So what does she think will be emerging from the hotel world into our homes in 2017?
For guest bedrooms, we are losing the wardrobe. “In the smaller, cool hotels that we do we’re increasingly seeing the need for open wardrobes. This goes beyond a ‘clothes rack’ – the frameworks look structured, almost architectural, as with those from Ivano Redaelli. This can be a beautiful piece of furniture, even with clothes displayed, and it’s easier.”
She also sees this year’s mammoth trend for houseplants continuing to flourish in 2017, although she likes to emphasise that “less is more”. “In Florida, where we are doing the Four Seasons, we’ve got chic indoor wooden planting, almost Fifties style,” she says, citing 1stdibs.com as her inspiration for all things retro.

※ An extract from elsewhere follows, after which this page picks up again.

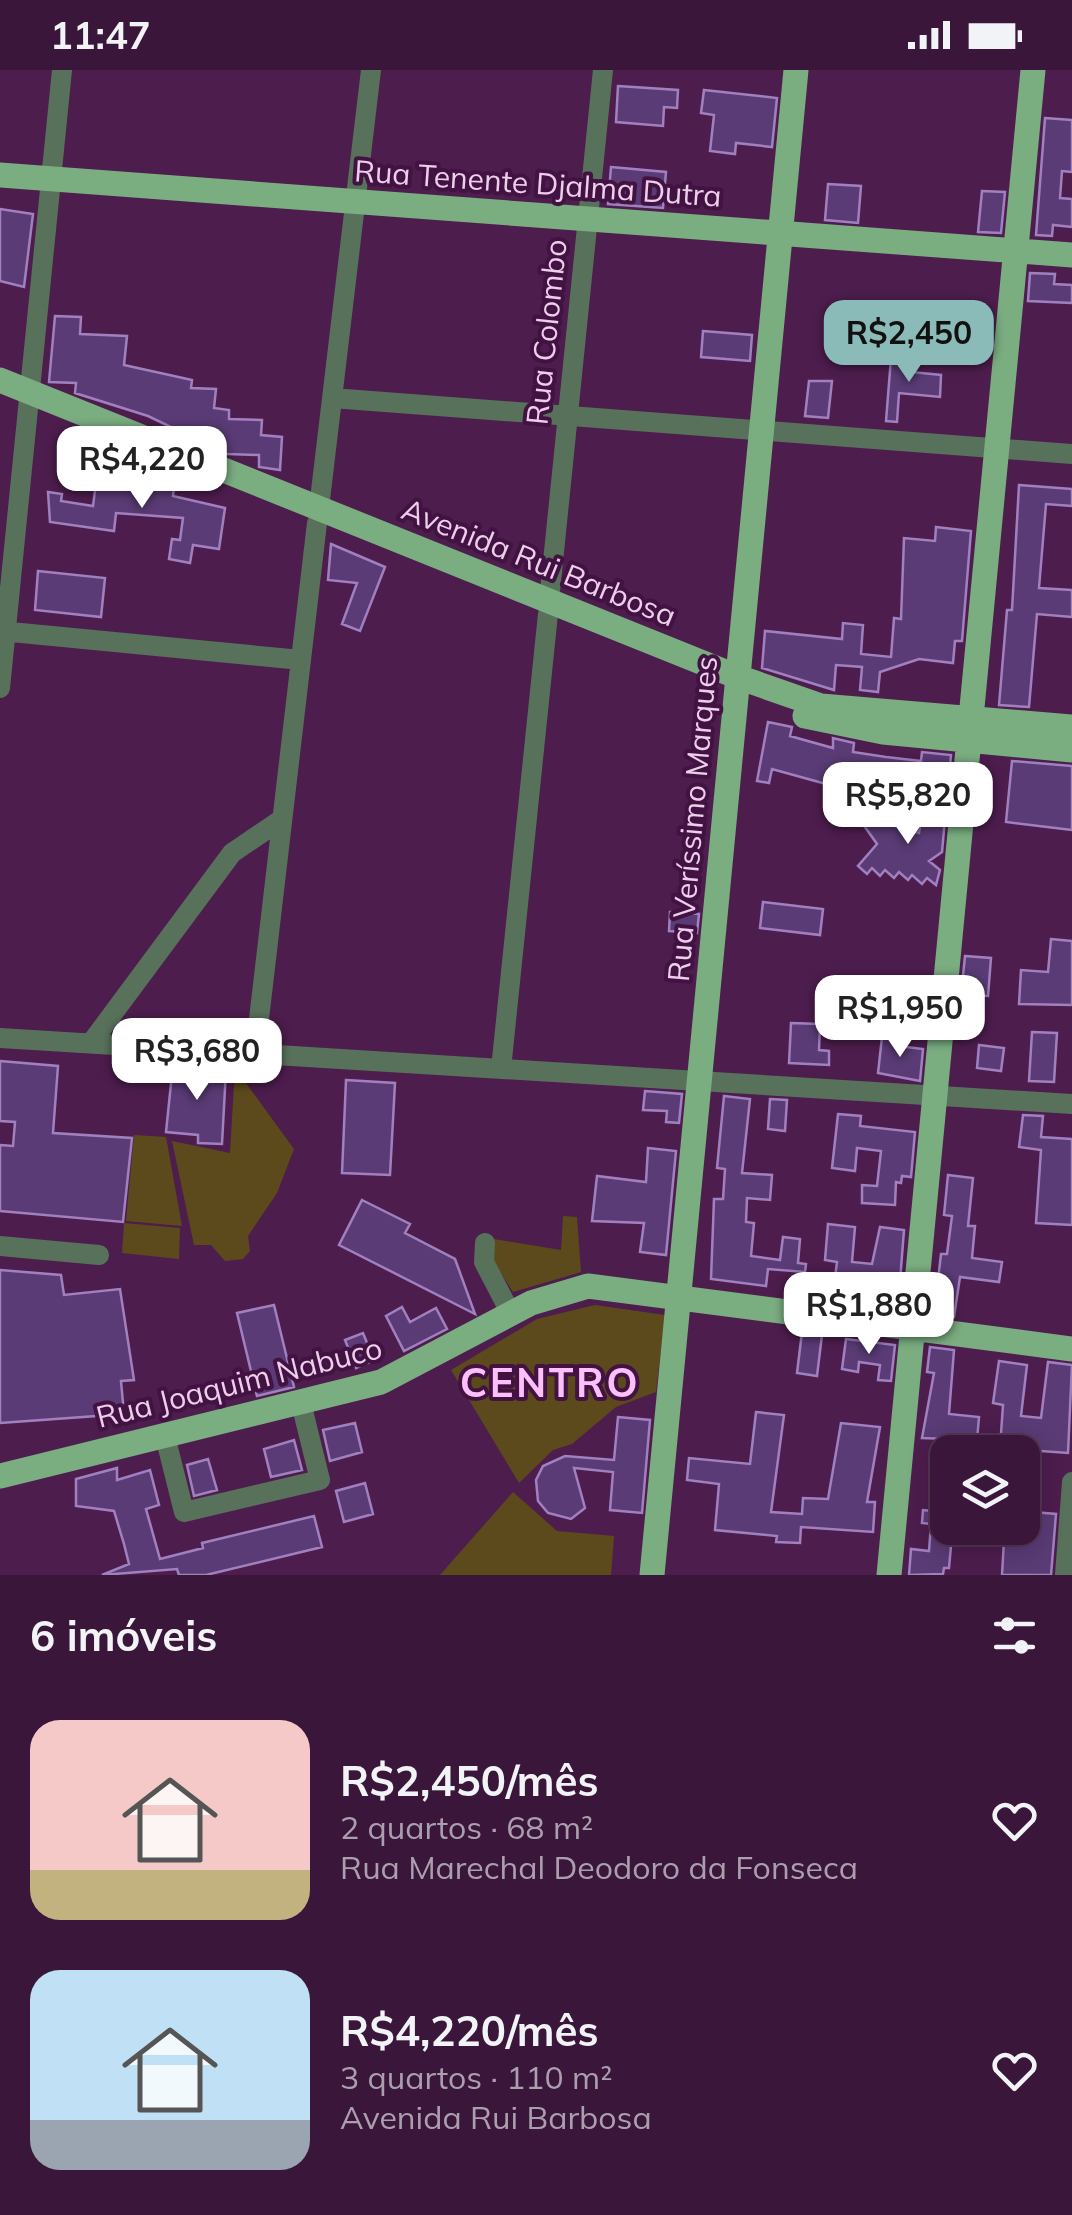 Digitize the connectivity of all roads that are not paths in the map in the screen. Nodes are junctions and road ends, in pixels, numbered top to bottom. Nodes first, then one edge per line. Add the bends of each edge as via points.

“If you put a fabulous wooden planter on powdered tiling, you bring layers to a room. For glazed pots, we use Houzz. When you have plant pots in the home, look for something crackled and beautifully glazed, in sage or grey.”
And, while there may be economic uncertainty ahead, at home it’s time for some bold decisions. “Confidence is really important in a home – bold colours, muted, honed, strong; perhaps navy-blue velvet fabrics with a dark wood floor and then a cream footstool as a contrast,” she muses. “There are no rules, it’s open to taste and interpretation.”
Place by Tara Bernerd is published on 21 February by Rizzoli (tarabernerd.com)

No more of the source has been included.